You are working with an enclosed space with a small volume of air. One fart in an auditorium will spread out and (largely) dissipate in the air. One fart in a sealed and insulated closet is going to last and last and last. My guess is that your build is much closer to a closet than an auditorium. I suggest you plan the range hood as part of your overall fresh air system and remember than you can use it even when you aren't cooking.
 

glennm01

Member
I agree that venting to the outside is clearly the ideal. What I'd like to know is how others are dealing with this matter in their expedition builds. I haven't noticed these typical RV-style vents on Earthroamers and other such rigs, but I assume they must be doing something to vent cooking fumes. Anyone know?
 

1000arms

Well-known member
I agree that venting to the outside is clearly the ideal. What I'd like to know is how others are dealing with this matter in their expedition builds. I haven't noticed these typical RV-style vents on Earthroamers and other such rigs, but I assume they must be doing something to vent cooking fumes. Anyone know?
Cooking fumes aren't specifically mentioned, but I wonder if one of the Earthroamer fans is mounted in the right place to exhaust them. See https://earthroamer.com/heating-ventilation-air-conditioning/
 

Joe917

Explorer
We live in our truck full time. We have a Fantastic fan in the roof almost over the cooktop. It works well to pull out steam and fumes. A dedicated range hood is not needed if you have good ventilation.
 

1000arms

Well-known member
We live in our truck full time. We have a Fantastic fan in the roof almost over the cooktop. It works well to pull out steam and fumes. A dedicated range hood is not needed if you have good ventilation.
Cooking fumes aren't specifically mentioned, but I wonder if one of the Earthroamer fans is mounted in the right place to exhaust them. See https://earthroamer.com/heating-ventilation-air-conditioning/
I agree that venting to the outside is clearly the ideal. What I'd like to know is how others are dealing with this matter in their expedition builds. I haven't noticed these typical RV-style vents on Earthroamers and other such rigs, but I assume they must be doing something to vent cooking fumes. Anyone know?
1) One could mount a good vent fan in the roof over (or almost over) the cooktop and open window for air flow.

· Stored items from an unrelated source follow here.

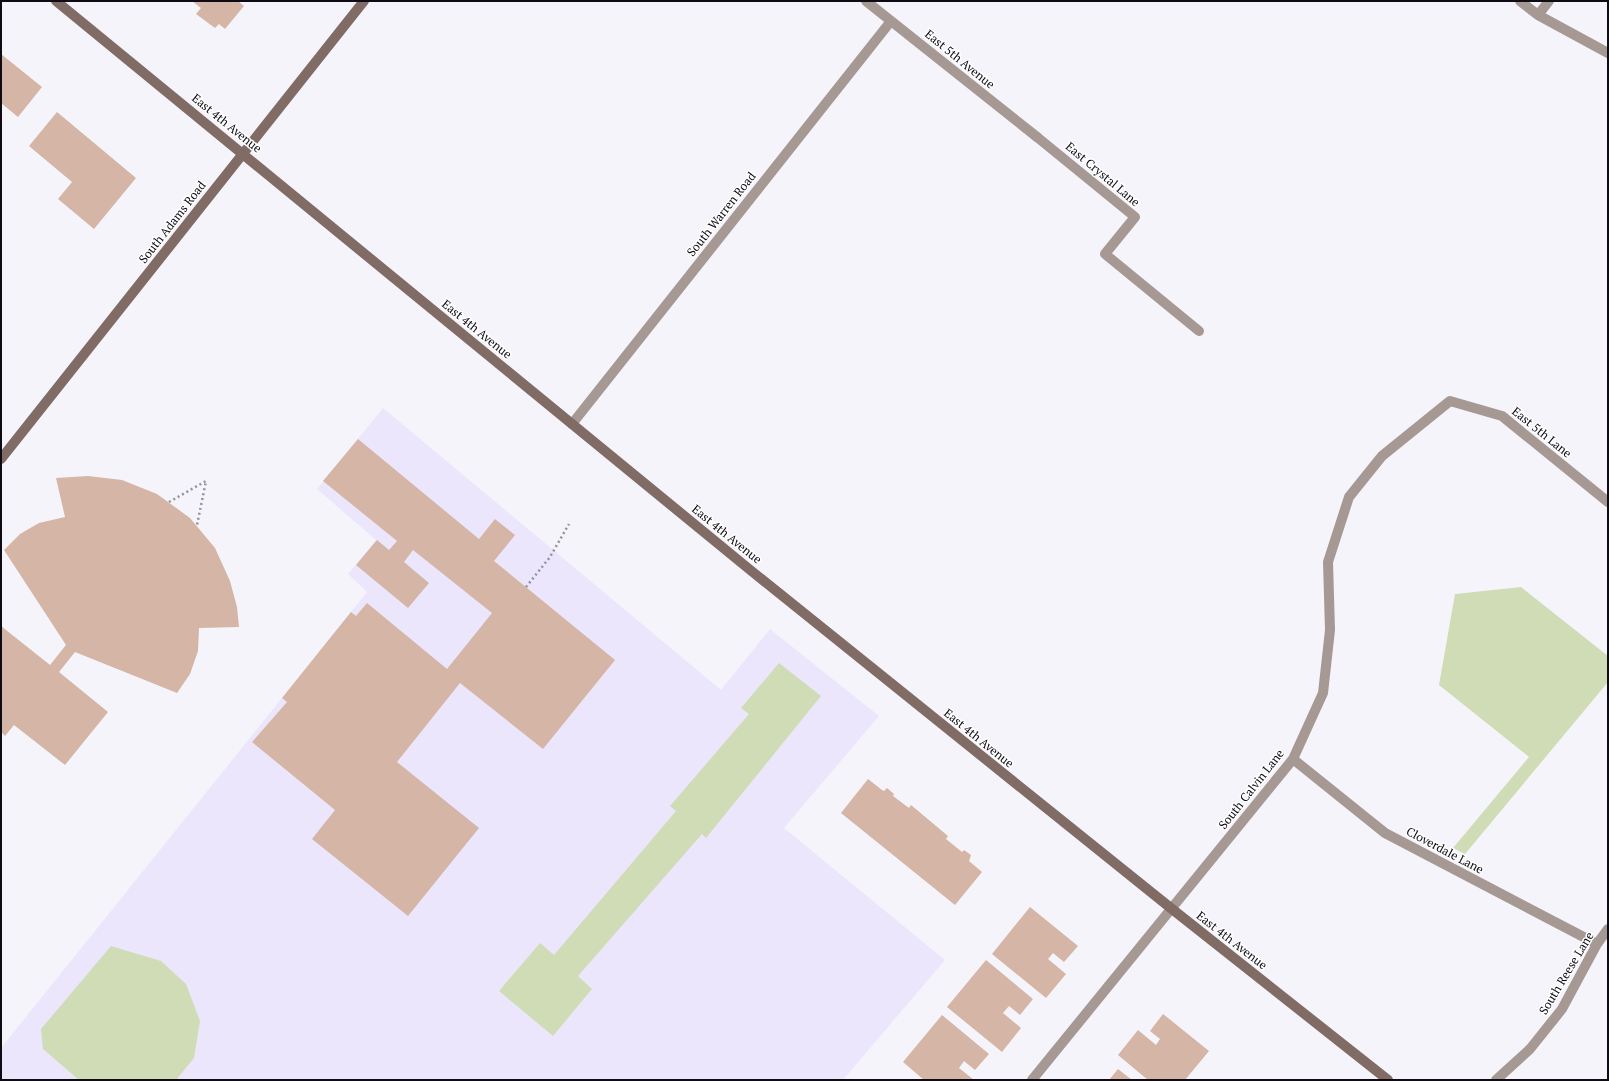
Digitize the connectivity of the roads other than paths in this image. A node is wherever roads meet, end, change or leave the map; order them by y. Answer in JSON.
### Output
{"nodes":[{"id":1,"x":56,"y":1,"type":"edge"},
{"id":2,"x":364,"y":1,"type":"edge"},
{"id":3,"x":866,"y":1,"type":"edge"},
{"id":4,"x":1520,"y":1,"type":"edge"},
{"id":5,"x":1549,"y":1,"type":"edge"},
{"id":6,"x":1538,"y":15,"type":"junction"},
{"id":7,"x":891,"y":21,"type":"junction"},
{"id":8,"x":1608,"y":53,"type":"edge"},
{"id":9,"x":1037,"y":137,"type":"joint"},
{"id":10,"x":243,"y":153,"type":"junction"},
{"id":11,"x":1199,"y":331,"type":"dead end"},
{"id":12,"x":1450,"y":401,"type":"joint"},
{"id":13,"x":572,"y":424,"type":"junction"},
{"id":14,"x":1,"y":459,"type":"edge"},
{"id":15,"x":1608,"y":502,"type":"edge"},
{"id":16,"x":1293,"y":759,"type":"junction"},
{"id":17,"x":1172,"y":909,"type":"junction"},
{"id":18,"x":1608,"y":930,"type":"edge"},
{"id":19,"x":1597,"y":944,"type":"junction"},
{"id":20,"x":1032,"y":1080,"type":"edge"},
{"id":21,"x":1388,"y":1080,"type":"edge"},
{"id":22,"x":1496,"y":1080,"type":"edge"}],
"edges":[{"from":1,"to":10,"type":"street","name":"East 4th Avenue"},
{"from":2,"to":10,"type":"street","name":"South Adams Road"},
{"from":3,"to":7,"type":"street","name":"East 5th Avenue"},
{"from":4,"to":6,"type":"street"},
{"from":5,"to":6,"type":"street"},
{"from":6,"to":8,"type":"street"},
{"from":7,"to":9,"type":"street","name":"East 5th Avenue"},
{"from":7,"to":13,"type":"street","name":"South Warren Road"},
{"from":9,"to":11,"type":"street","name":"East Crystal Lane"},
{"from":10,"to":13,"type":"street","name":"East 4th Avenue"},
{"from":10,"to":14,"type":"street","name":"South Adams Road"},
{"from":12,"to":15,"type":"street","name":"East 5th Lane"},
{"from":12,"to":16,"type":"street","name":"South Calvin Lane"},
{"from":13,"to":17,"type":"street","name":"East 4th Avenue"},
{"from":16,"to":17,"type":"street","name":"South Calvin Lane"},
{"from":16,"to":19,"type":"street","name":"Cloverdale Lane"},
{"from":17,"to":20,"type":"street","name":"South Calvin Lane"},
{"from":17,"to":21,"type":"street","name":"East 4th Avenue"},
{"from":18,"to":19,"type":"street","name":"South Reese Lane"},
{"from":19,"to":22,"type":"street","name":"South Reese Lane"}]}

2) One could use a good vent fan with open windows for airflow and use a range hood with the exhaust hose pushing air in to the good vent fan.

3) One could use a range hood to push the air directly outside.

I prefer to go with the 3rd choice I listed, but OP might want to go with the 2nd choice. I like metal range hoods, strong fans, and direct ventilation, but I have a very good sense of smell and like (very) fresh air. YVMV. :)

To save someone else the effort, I'll mention that, yes, one could just cook outside at all times, but I don't think that is what the OP wants to do. :cool:
 

loonwheeler

Adventurer
In our camper we have a similar setup to Joe917. A window directly in front of the two burner cooktop and a Fantastic Fan just above. Open both up during cooking and the fumes and moisture seem to be pretty well controlled. Main downside is you are cleaning the window after cooking in some cases. Works well for us and is easy to plan for if you are at the right stage of a build or remodel.